Start of Extracted entries

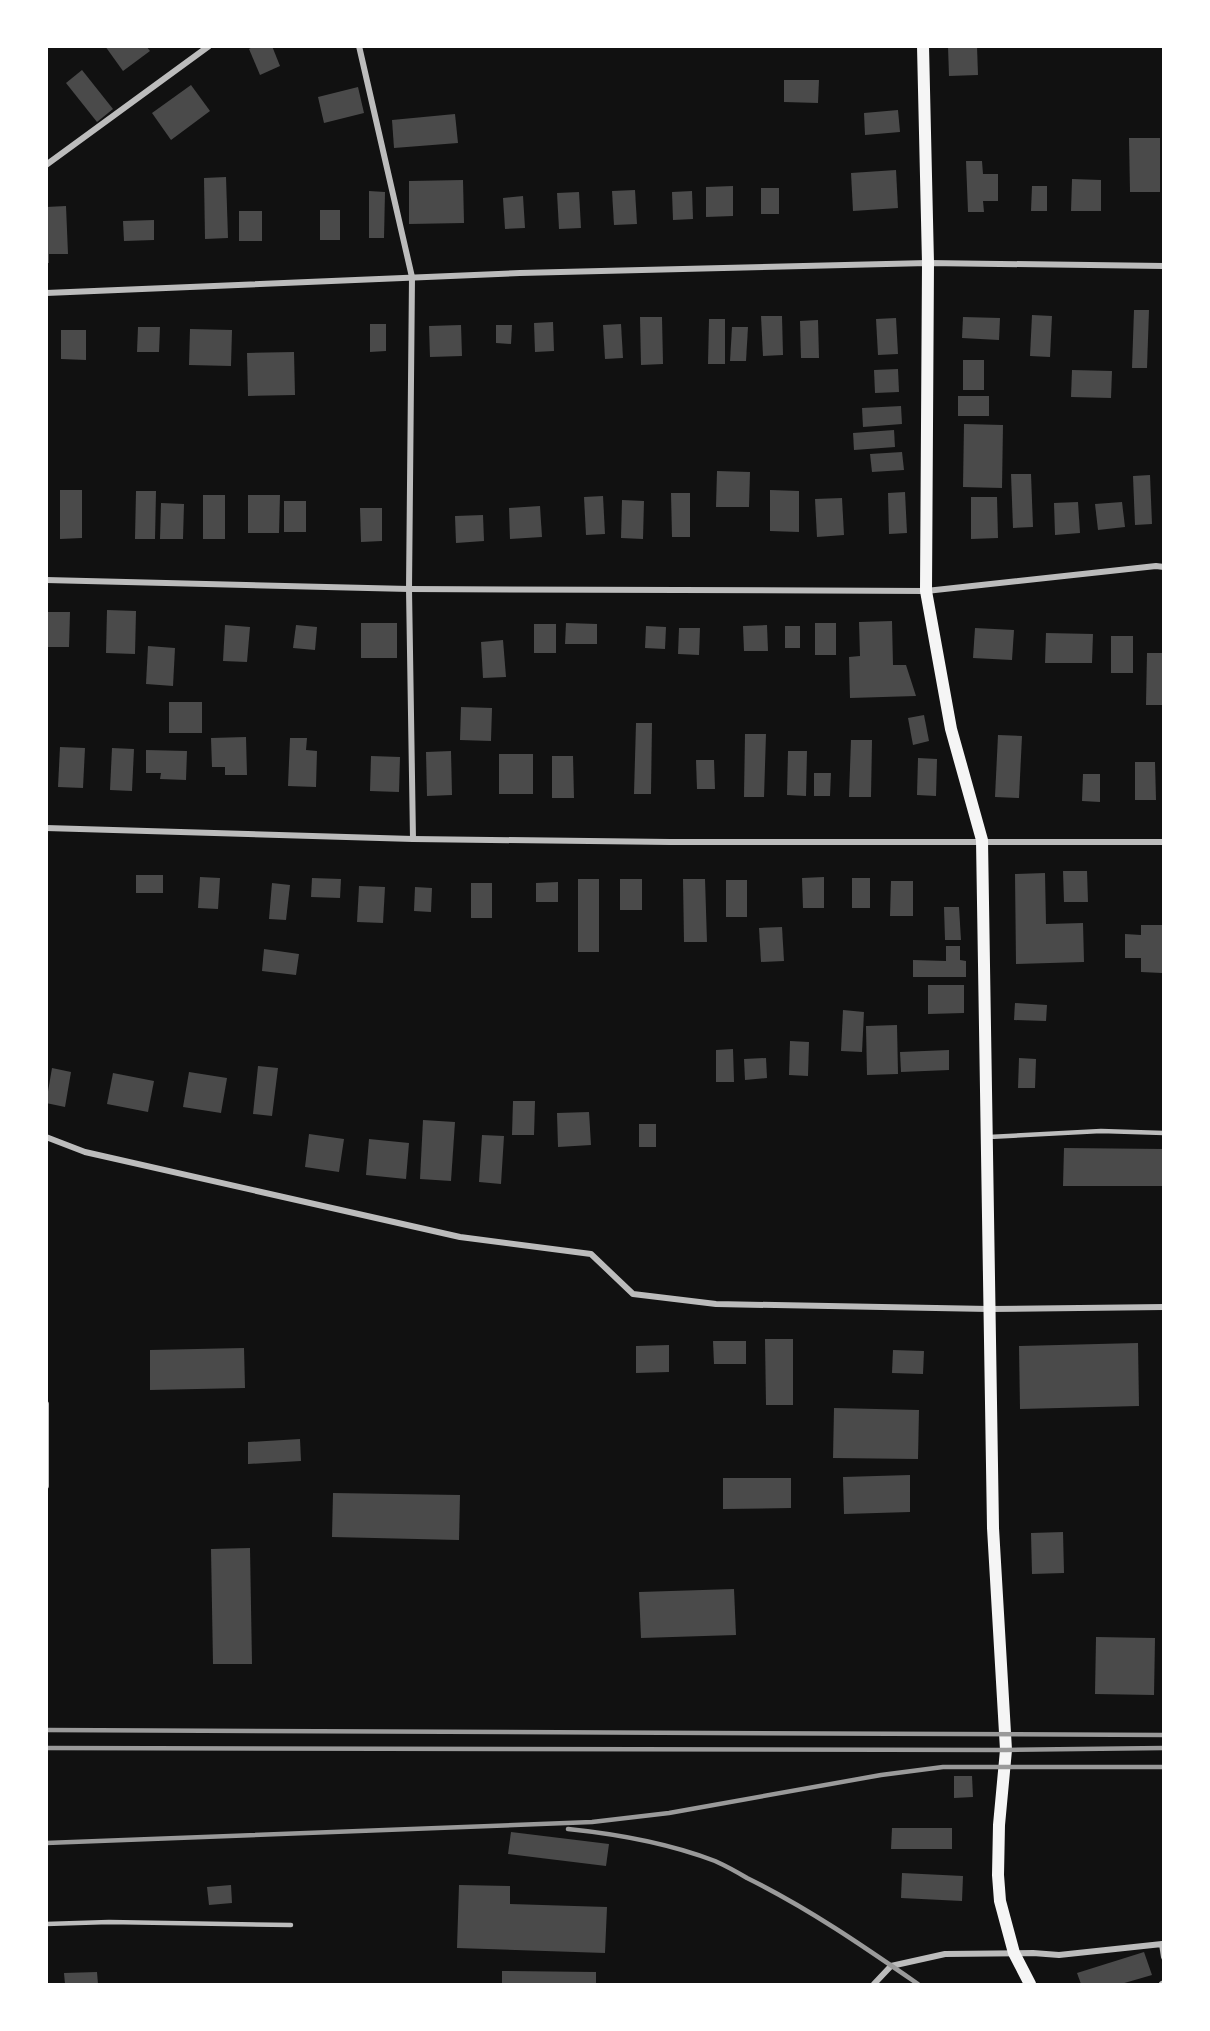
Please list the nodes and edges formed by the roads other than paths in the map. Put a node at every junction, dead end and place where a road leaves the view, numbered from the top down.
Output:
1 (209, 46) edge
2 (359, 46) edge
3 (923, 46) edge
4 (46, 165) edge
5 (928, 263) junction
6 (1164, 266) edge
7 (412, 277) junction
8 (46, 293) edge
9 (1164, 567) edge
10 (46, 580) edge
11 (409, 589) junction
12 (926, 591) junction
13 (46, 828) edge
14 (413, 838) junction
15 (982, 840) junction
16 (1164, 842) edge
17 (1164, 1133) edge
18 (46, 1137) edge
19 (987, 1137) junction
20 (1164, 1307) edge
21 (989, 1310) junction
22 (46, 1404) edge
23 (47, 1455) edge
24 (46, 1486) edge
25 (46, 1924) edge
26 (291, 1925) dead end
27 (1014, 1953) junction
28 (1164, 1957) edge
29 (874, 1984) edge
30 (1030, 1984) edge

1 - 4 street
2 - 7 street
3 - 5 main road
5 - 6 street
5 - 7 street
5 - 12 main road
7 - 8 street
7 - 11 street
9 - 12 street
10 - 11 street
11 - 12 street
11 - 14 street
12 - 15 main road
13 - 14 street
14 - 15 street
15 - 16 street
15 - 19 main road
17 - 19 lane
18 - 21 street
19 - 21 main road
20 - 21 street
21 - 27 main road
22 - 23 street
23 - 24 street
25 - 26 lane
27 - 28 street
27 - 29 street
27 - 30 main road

End of Extracted entries

→ **Exercise details**:
Check each line of the data above for the string "junction", and copy the ones that have it.

→ **Response box**:
Please list the nodes and edges formed by the roads other than paths in the map. Put a node at every junction, dead end and place where a road leaves the view, numbered from the top down.
5 (928, 263) junction
7 (412, 277) junction
11 (409, 589) junction
12 (926, 591) junction
14 (413, 838) junction
15 (982, 840) junction
19 (987, 1137) junction
21 (989, 1310) junction
27 (1014, 1953) junction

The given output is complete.